I remember as a kid, my mom told me about a relative, or maybe it was a friend of the family, who had been diagnosed with cancer. It was serious. It was probably going to kill her. And what she told me, and what stuck with me (since I can’t even remember who was sick) was: “Don’t tell anyone it is cancer.” It was to go unspoken.
Today, that is the fix we are in with mental health. The stigma remains. Many cancers are curable. HIV is a chronic disease. Most gays are out of the closet. And we don’t talk about schizophrenia or anxiety or depression or suicide or eating disorders. We don’t think about locked wards in mental health hospitals or alternative therapeutic schools for our kids.

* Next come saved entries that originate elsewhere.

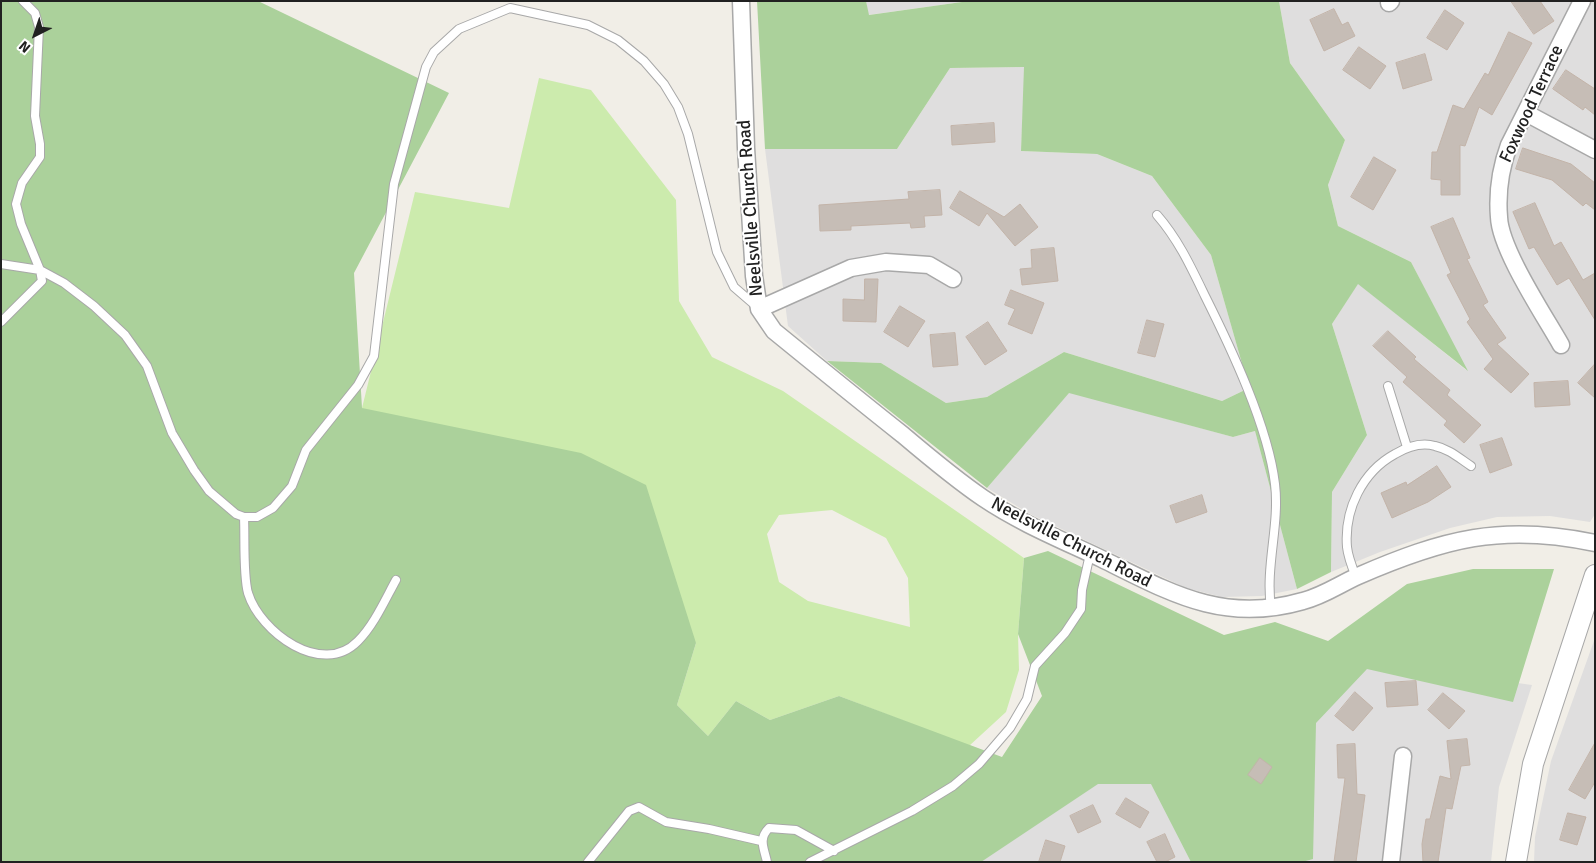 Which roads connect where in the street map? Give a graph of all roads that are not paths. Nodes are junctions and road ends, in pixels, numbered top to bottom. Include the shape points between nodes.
1 (23, 1) edge
2 (741, 1) edge
3 (1582, 1) edge
4 (510, 5) edge
5 (1526, 113) junction
6 (1595, 150) edge
7 (1157, 215) dead end
8 (1, 264) edge
9 (40, 270) junction
10 (954, 278) dead end
11 (759, 309) junction
12 (1, 322) edge
13 (1561, 345) dead end
14 (1388, 386) dead end
15 (1407, 446) junction
16 (1471, 466) dead end
17 (244, 517) junction
18 (1595, 543) edge
19 (1090, 554) junction
20 (1595, 575) edge
21 (1356, 577) junction
22 (396, 580) dead end
23 (1270, 608) junction
24 (1403, 756) dead end
25 (761, 841) junction
26 (834, 851) junction
27 (588, 862) edge
28 (767, 862) edge
29 (810, 862) edge
30 (1392, 862) edge
31 (1516, 862) edge

1 - 9 lane via 35,13 39,27 36,116 40,157 22,183 16,204
2 - 11 street, Neelsville Church Road via 746,148
3 - 5 street, Foxwood Terrace
4 - 11 lane via 588,25 618,40 644,61 664,84 678,107 688,134 717,252 734,287
4 - 17 lane via 459,29 434,52 426,67 394,184 374,356 358,385 306,450 292,486 284,497 257,517
5 - 6 street
5 - 13 street, Foxwood Terrace via 1502,166 1498,218 1508,250
7 - 23 lane via 1181,248 1226,338 1268,454 1275,493 1268,575
8 - 9 lane
9 - 12 lane via 42,281
9 - 17 lane via 64,283 125,335 147,366 172,433 194,470 214,496
10 - 11 street via 929,265 878,264 851,268
11 - 19 street, Neelsville Church Road via 774,330 983,498
14 - 15 lane
15 - 16 lane via 1433,445 1450,451
15 - 21 lane via 1376,466 1356,495 1347,547
17 - 22 lane via 248,592 254,608 264,623 304,652 343,652 358,641
18 - 21 street, Neelsville Church Road via 1520,532 1491,534 1415,553
19 - 23 street, Neelsville Church Road via 1185,599 1232,609
19 - 26 lane via 1081,608 1035,666 1027,699 1004,735 979,764 953,786
20 - 31 street via 1533,764
21 - 23 street, Neelsville Church Road via 1305,601
24 - 30 street
25 - 26 lane via 769,828 787,828
25 - 27 lane via 666,822 639,807 629,811
25 - 28 lane
26 - 29 lane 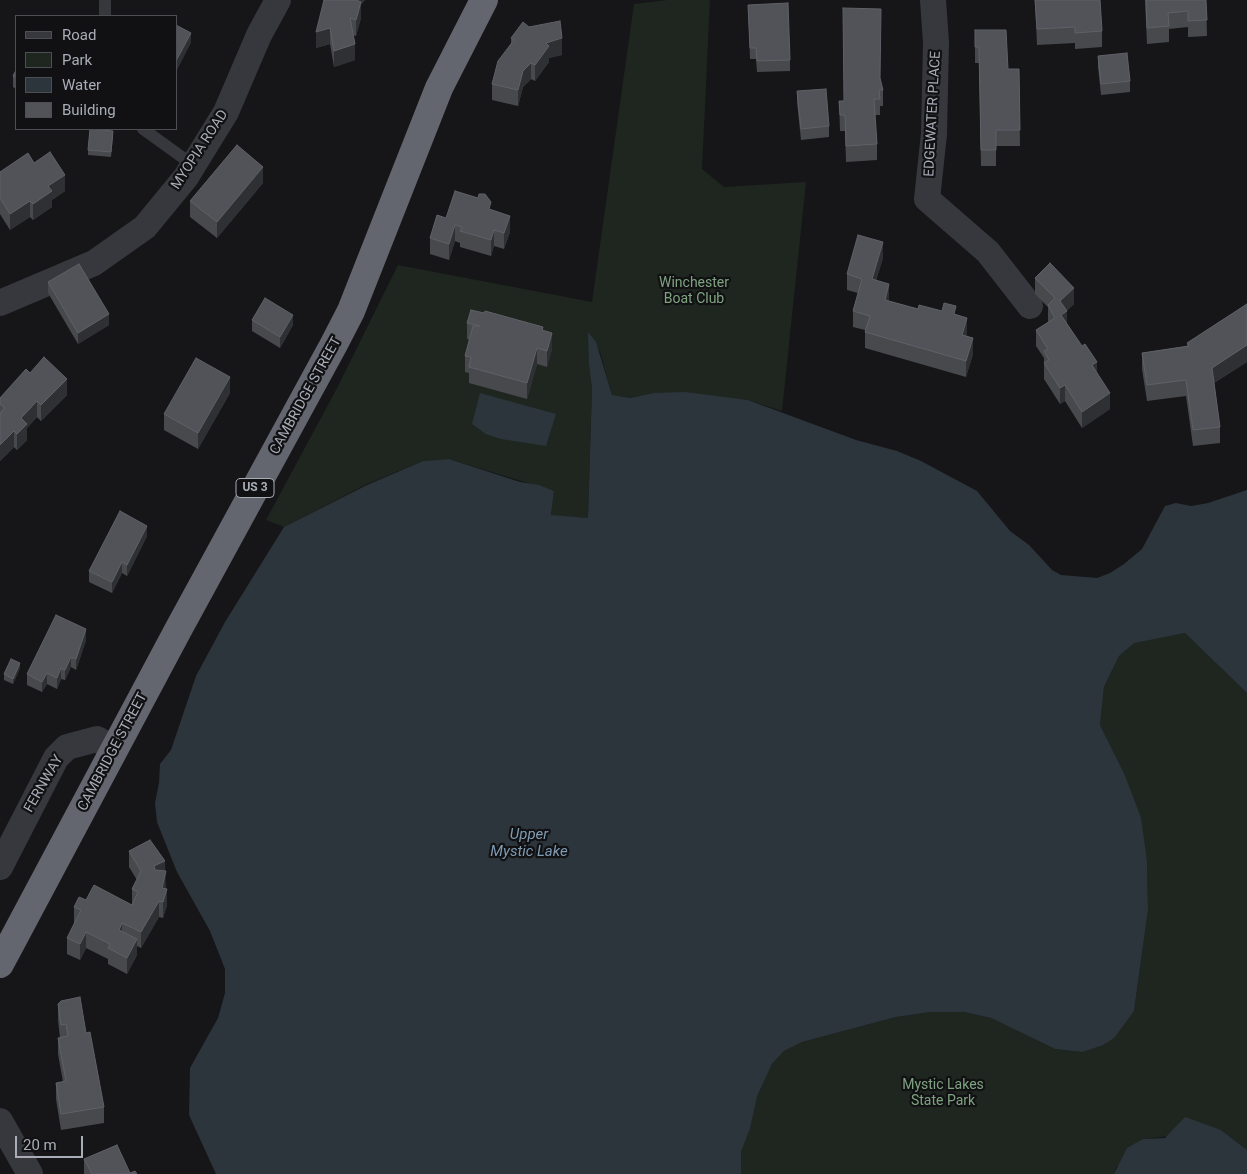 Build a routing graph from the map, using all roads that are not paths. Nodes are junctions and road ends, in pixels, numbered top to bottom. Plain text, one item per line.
1 (105, 0) edge
2 (278, 0) edge
3 (484, 0) edge
4 (933, 0) edge
5 (105, 15) edge
6 (144, 130) edge
7 (193, 165) junction
8 (0, 304) edge
9 (1030, 306) dead end
10 (114, 749) junction
11 (0, 868) edge
12 (0, 964) edge
13 (0, 1121) edge
14 (30, 1174) edge

1 - 5 lane
2 - 7 street, MYOPIA ROAD
3 - 10 highway, CAMBRIDGE STREET / US 3
4 - 9 street, EDGEWATER PLACE
6 - 7 lane
7 - 8 street, MYOPIA ROAD
10 - 11 street, FERNWAY
10 - 12 highway, CAMBRIDGE STREET / US 3
13 - 14 street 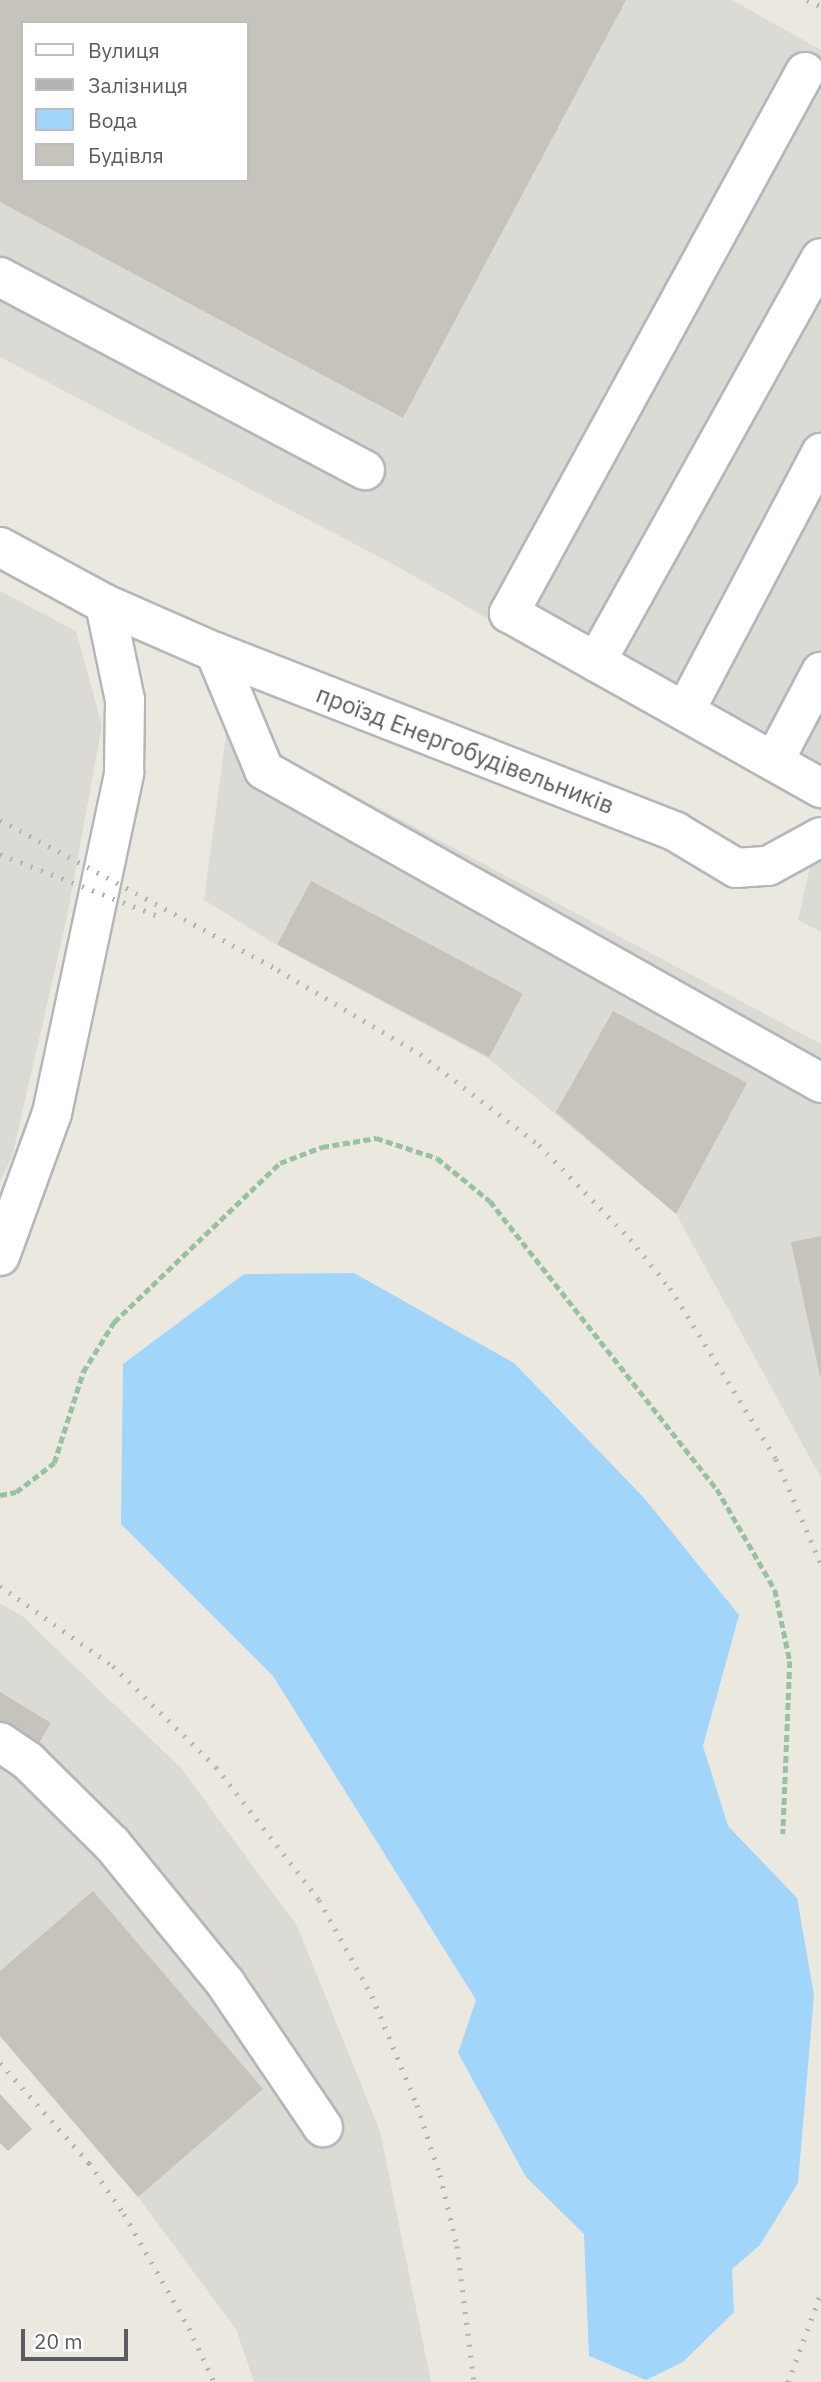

We should think and talk about it, and since the spring, at least, Mariah has been asking me when I was going to write about all this. It’s too personal, I’d say. It’s your business, I’d say. And she’d say that other kids and other parents need to know.
Now it is 11 months later. And it has been one hell of a year. Mariah has been in-patient several times, there have been weeks and weeks of day programs and six weeks of full-time residential care. She made valiant attempts to get back to school at OPRF and couldn’t do it. And now she is at an alternative school in the far west suburbs, riding the “short bus” each day and making her way. With hard work, good care and love, she’ll graduate in June with an OPRF diploma.
It is not assured. But it is possible. And it is what we aim for on strong days and on days when we hit the skids.
Because we don’t talk about these things, you likely don’t know that there are remarkable people at our high school who work every day to make a way forward for teens like Mariah. There are great therapists. We know one. Psychiatrists. Dieticians. BHAs (behavioral health associates) who somehow make it possible to walk out the door of a locked ward with your kid on the inside. There are brothers and friends and aunts and uncles. Friends on Facebook and a couple of cruel young men on Facebook I’d get to if I could.
We’ve shouted too often. And we’ve cried. We’ve been to the ER. And we have adjusted medications. We’ve been assessed and we’ve been evaluated. We’ve cursed Blue Cross and we’ve given thanks for good health insurance. We’ve cut the strings off sweatpants and we’ve learned to talk about lipids, not fats, in a food plan.
Now it is Thanksgiving. We’re all here. And we’re talking about it.